▶ _WHAT YOU HAVE TO DO_:
What you return must match the entries exactly, except that the pictures are gone.

▬▬▬

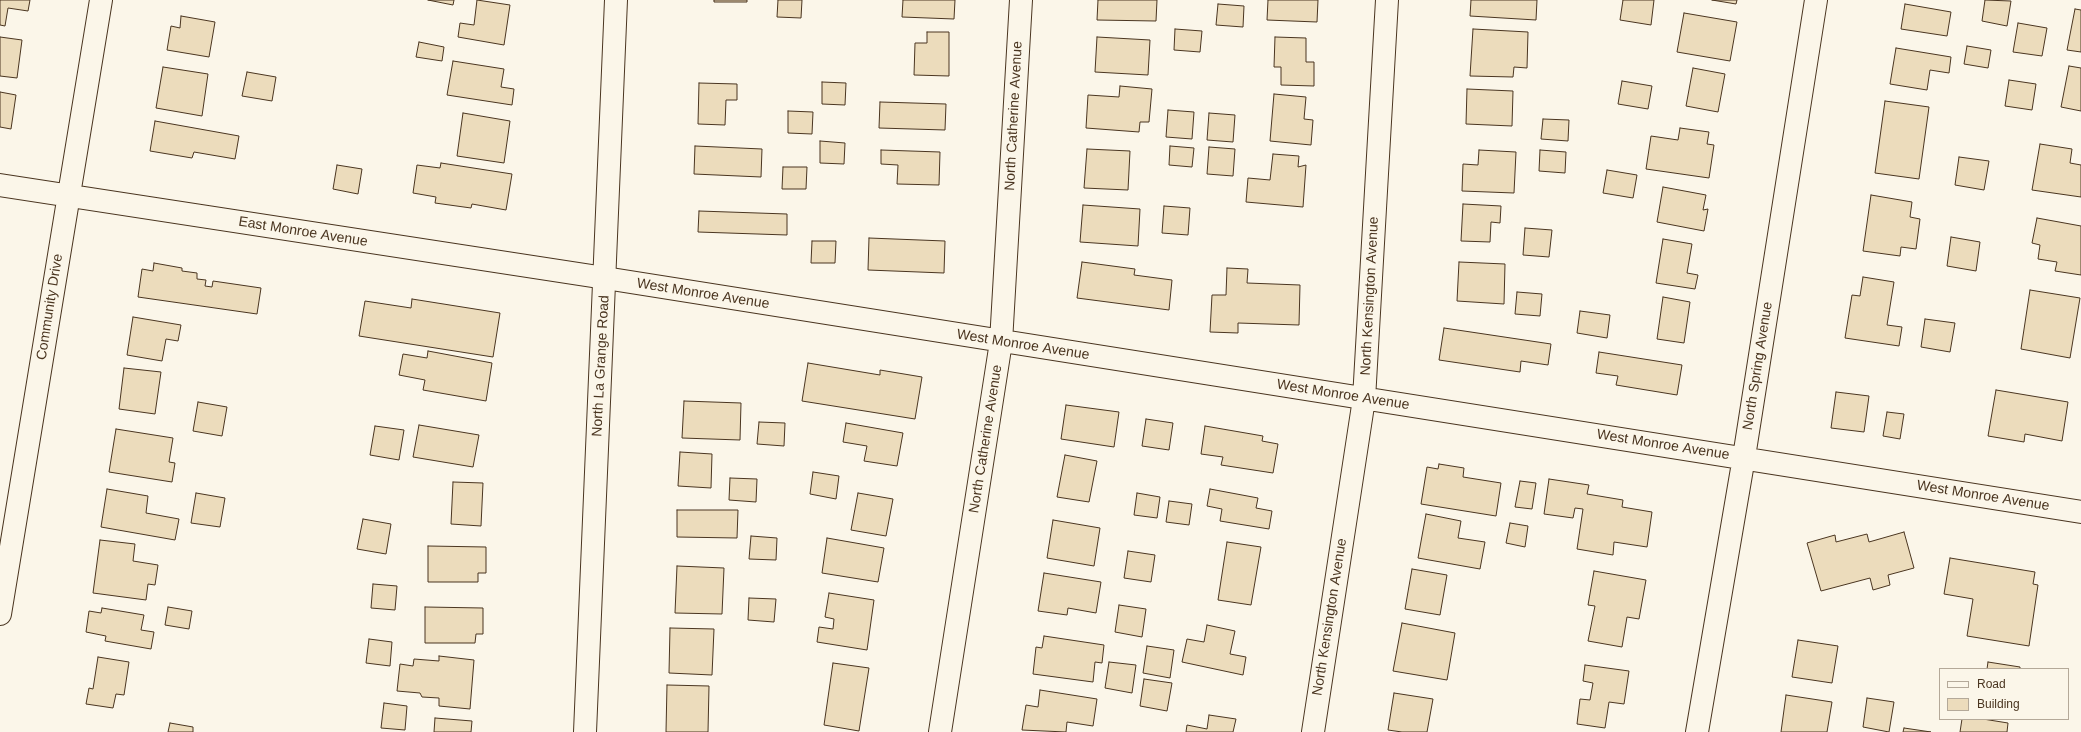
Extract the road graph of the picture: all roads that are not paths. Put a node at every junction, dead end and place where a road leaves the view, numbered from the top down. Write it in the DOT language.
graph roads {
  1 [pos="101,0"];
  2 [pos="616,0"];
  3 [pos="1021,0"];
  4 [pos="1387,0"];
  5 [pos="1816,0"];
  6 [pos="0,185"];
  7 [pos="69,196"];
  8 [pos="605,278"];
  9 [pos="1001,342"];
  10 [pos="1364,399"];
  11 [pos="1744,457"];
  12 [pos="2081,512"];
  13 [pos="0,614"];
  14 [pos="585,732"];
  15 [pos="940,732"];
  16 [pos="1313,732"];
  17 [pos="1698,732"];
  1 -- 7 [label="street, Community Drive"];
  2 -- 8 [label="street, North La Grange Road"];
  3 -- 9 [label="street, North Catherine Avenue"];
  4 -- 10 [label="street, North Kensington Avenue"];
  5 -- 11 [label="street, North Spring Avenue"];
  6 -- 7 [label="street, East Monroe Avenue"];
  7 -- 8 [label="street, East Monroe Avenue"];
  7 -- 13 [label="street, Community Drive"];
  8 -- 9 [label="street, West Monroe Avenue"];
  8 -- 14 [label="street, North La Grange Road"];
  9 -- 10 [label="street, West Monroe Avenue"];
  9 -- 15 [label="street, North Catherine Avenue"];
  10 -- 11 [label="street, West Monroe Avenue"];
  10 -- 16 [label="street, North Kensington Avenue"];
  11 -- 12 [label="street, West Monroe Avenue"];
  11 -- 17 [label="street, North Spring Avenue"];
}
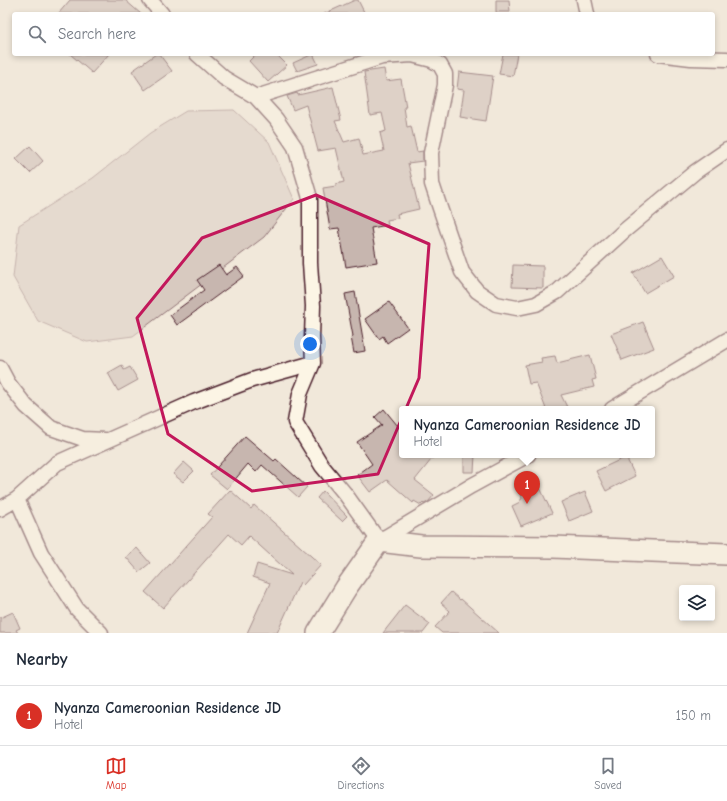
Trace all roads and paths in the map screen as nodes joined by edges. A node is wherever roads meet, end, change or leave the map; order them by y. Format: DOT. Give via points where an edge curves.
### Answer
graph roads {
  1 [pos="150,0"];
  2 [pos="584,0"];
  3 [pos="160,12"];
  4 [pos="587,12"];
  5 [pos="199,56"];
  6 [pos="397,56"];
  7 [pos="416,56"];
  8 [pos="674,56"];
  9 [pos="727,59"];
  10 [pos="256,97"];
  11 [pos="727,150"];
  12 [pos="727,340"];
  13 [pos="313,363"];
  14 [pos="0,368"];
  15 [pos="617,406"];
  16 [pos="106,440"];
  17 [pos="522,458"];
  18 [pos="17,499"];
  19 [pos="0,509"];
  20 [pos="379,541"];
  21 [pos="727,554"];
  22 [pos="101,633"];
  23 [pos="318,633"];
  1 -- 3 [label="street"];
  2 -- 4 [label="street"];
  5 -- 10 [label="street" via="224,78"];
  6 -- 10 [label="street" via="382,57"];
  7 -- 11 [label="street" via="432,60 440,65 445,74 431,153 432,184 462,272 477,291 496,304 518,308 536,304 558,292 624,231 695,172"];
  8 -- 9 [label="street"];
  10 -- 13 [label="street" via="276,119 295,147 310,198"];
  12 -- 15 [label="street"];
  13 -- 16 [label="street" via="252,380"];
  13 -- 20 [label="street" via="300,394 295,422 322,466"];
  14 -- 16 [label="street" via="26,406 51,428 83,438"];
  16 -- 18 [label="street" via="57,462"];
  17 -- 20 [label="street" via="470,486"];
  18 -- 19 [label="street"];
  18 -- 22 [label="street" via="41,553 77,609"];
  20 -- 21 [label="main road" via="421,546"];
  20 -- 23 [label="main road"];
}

▬▬▬

▶ _RESPONSE BELOW_:
Extract the road graph of the picture: all roads that are not paths. Put a node at every junction, dead end and place where a road leaves the view, numbered from the top down. Write it in the DOT language.
graph roads {
  1 [pos="101,0"];
  2 [pos="616,0"];
  3 [pos="1021,0"];
  4 [pos="1387,0"];
  5 [pos="1816,0"];
  6 [pos="0,185"];
  7 [pos="69,196"];
  8 [pos="605,278"];
  9 [pos="1001,342"];
  10 [pos="1364,399"];
  11 [pos="1744,457"];
  12 [pos="2081,512"];
  13 [pos="0,614"];
  14 [pos="585,732"];
  15 [pos="940,732"];
  16 [pos="1313,732"];
  17 [pos="1698,732"];
  1 -- 7 [label="street, Community Drive"];
  2 -- 8 [label="street, North La Grange Road"];
  3 -- 9 [label="street, North Catherine Avenue"];
  4 -- 10 [label="street, North Kensington Avenue"];
  5 -- 11 [label="street, North Spring Avenue"];
  6 -- 7 [label="street, East Monroe Avenue"];
  7 -- 8 [label="street, East Monroe Avenue"];
  7 -- 13 [label="street, Community Drive"];
  8 -- 9 [label="street, West Monroe Avenue"];
  8 -- 14 [label="street, North La Grange Road"];
  9 -- 10 [label="street, West Monroe Avenue"];
  9 -- 15 [label="street, North Catherine Avenue"];
  10 -- 11 [label="street, West Monroe Avenue"];
  10 -- 16 [label="street, North Kensington Avenue"];
  11 -- 12 [label="street, West Monroe Avenue"];
  11 -- 17 [label="street, North Spring Avenue"];
}
Trace all roads and paths in the map screen as nodes joined by edges. A node is wherever roads meet, end, change or leave the map; order them by y. Format: DOT. Give via points where an edge curves.
### Answer
graph roads {
  1 [pos="150,0"];
  2 [pos="584,0"];
  3 [pos="160,12"];
  4 [pos="587,12"];
  5 [pos="199,56"];
  6 [pos="397,56"];
  7 [pos="416,56"];
  8 [pos="674,56"];
  9 [pos="727,59"];
  10 [pos="256,97"];
  11 [pos="727,150"];
  12 [pos="727,340"];
  13 [pos="313,363"];
  14 [pos="0,368"];
  15 [pos="617,406"];
  16 [pos="106,440"];
  17 [pos="522,458"];
  18 [pos="17,499"];
  19 [pos="0,509"];
  20 [pos="379,541"];
  21 [pos="727,554"];
  22 [pos="101,633"];
  23 [pos="318,633"];
  1 -- 3 [label="street"];
  2 -- 4 [label="street"];
  5 -- 10 [label="street" via="224,78"];
  6 -- 10 [label="street" via="382,57"];
  7 -- 11 [label="street" via="432,60 440,65 445,74 431,153 432,184 462,272 477,291 496,304 518,308 536,304 558,292 624,231 695,172"];
  8 -- 9 [label="street"];
  10 -- 13 [label="street" via="276,119 295,147 310,198"];
  12 -- 15 [label="street"];
  13 -- 16 [label="street" via="252,380"];
  13 -- 20 [label="street" via="300,394 295,422 322,466"];
  14 -- 16 [label="street" via="26,406 51,428 83,438"];
  16 -- 18 [label="street" via="57,462"];
  17 -- 20 [label="street" via="470,486"];
  18 -- 19 [label="street"];
  18 -- 22 [label="street" via="41,553 77,609"];
  20 -- 21 [label="main road" via="421,546"];
  20 -- 23 [label="main road"];
}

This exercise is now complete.